» Excerpted data
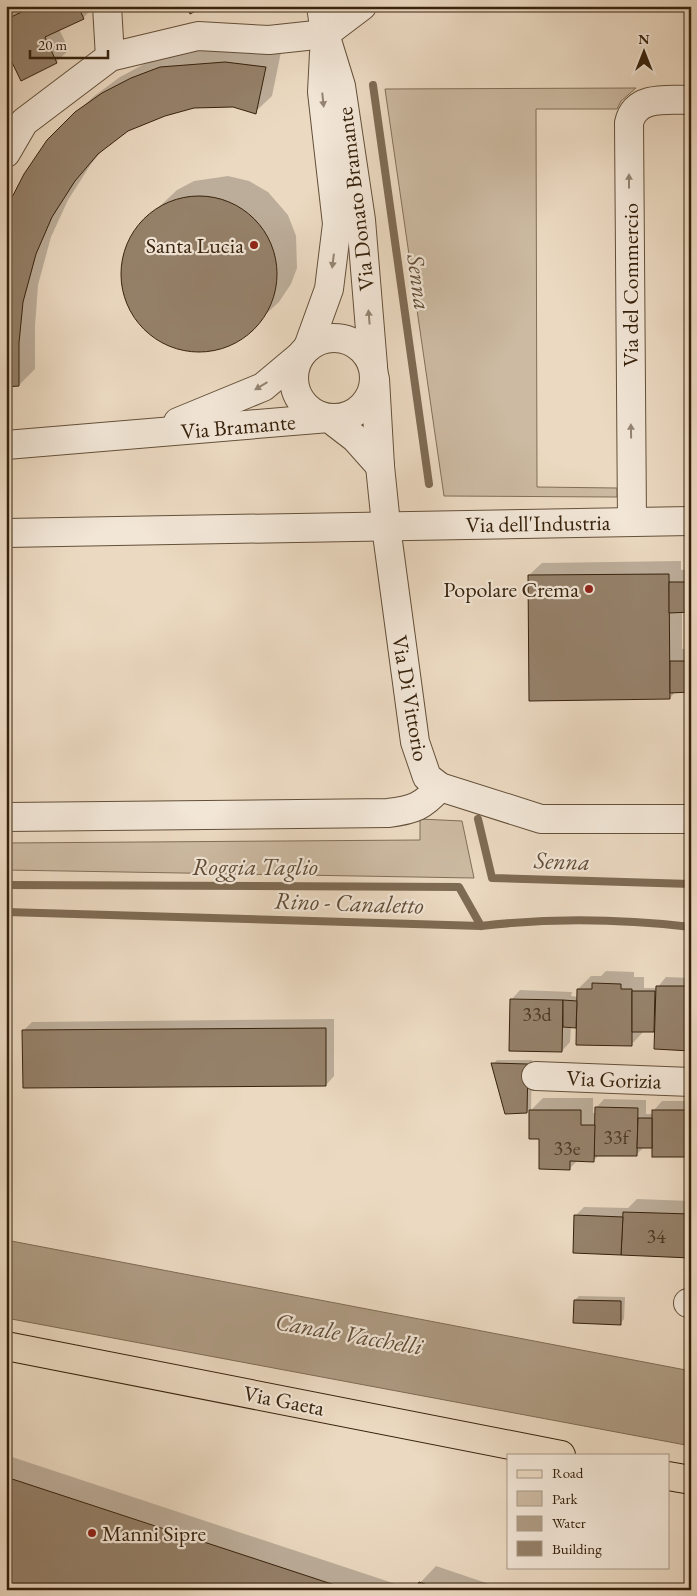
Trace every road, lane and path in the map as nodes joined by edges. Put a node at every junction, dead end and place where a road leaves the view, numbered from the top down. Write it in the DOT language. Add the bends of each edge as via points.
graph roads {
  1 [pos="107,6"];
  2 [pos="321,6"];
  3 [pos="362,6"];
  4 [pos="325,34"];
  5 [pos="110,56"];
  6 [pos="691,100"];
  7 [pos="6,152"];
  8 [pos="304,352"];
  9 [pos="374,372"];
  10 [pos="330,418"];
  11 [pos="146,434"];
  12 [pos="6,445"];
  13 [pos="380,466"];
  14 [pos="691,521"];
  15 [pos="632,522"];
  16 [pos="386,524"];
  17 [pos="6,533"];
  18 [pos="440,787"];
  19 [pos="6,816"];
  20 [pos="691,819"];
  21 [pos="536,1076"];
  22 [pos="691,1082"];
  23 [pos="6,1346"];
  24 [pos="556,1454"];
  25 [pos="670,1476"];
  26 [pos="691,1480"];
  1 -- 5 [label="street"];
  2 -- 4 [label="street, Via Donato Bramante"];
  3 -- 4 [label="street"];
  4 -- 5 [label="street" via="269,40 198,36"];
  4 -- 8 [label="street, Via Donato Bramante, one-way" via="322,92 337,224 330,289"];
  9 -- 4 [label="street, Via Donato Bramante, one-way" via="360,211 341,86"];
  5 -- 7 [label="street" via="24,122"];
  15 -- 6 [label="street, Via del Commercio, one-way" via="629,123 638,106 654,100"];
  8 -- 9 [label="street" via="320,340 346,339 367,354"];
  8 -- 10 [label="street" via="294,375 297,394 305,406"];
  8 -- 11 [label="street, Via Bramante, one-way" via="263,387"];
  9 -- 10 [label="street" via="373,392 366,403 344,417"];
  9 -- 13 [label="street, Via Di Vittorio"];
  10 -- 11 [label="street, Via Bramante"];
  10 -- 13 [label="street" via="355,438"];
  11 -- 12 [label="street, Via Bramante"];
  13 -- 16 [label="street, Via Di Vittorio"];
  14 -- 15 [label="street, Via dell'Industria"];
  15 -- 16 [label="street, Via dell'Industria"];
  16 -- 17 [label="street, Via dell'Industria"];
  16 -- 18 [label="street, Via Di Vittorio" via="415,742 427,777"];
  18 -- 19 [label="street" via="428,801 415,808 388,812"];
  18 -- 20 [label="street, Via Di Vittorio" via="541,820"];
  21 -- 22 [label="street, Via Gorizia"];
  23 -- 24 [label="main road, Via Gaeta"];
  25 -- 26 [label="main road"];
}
==
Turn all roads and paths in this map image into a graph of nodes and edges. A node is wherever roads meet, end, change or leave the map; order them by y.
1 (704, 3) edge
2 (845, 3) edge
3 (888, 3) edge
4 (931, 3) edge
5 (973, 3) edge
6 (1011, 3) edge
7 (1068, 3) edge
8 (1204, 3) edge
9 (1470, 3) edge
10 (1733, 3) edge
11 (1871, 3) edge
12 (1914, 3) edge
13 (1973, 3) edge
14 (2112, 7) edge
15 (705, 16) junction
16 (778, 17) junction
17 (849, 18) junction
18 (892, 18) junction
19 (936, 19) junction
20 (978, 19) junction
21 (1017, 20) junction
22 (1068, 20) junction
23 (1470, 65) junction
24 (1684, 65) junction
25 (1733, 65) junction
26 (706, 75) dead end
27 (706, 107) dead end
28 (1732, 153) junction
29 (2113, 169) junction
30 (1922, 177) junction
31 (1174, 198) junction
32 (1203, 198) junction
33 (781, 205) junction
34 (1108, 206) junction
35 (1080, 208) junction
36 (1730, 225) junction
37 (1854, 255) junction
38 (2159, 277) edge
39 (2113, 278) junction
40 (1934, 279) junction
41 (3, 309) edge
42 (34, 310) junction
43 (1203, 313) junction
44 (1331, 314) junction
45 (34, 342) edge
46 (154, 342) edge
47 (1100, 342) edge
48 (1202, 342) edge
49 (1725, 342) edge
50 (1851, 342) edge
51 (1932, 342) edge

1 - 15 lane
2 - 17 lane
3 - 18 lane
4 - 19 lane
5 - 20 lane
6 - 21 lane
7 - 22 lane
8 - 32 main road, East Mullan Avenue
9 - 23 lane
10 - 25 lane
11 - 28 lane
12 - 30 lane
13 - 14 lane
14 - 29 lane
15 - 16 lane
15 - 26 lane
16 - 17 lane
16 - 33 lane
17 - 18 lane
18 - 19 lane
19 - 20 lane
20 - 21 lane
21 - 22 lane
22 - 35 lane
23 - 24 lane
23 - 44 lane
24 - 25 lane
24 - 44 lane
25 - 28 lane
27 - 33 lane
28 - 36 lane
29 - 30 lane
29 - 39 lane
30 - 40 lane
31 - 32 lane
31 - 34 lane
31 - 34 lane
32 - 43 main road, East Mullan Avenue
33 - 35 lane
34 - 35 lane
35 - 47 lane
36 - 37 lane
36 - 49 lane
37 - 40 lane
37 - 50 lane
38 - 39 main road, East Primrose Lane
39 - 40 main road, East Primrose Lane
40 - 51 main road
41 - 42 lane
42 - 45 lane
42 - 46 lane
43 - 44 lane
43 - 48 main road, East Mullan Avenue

» Your task
State how many lines in the material contain "roads", giving nothing besides the count.

» Finished exercise
2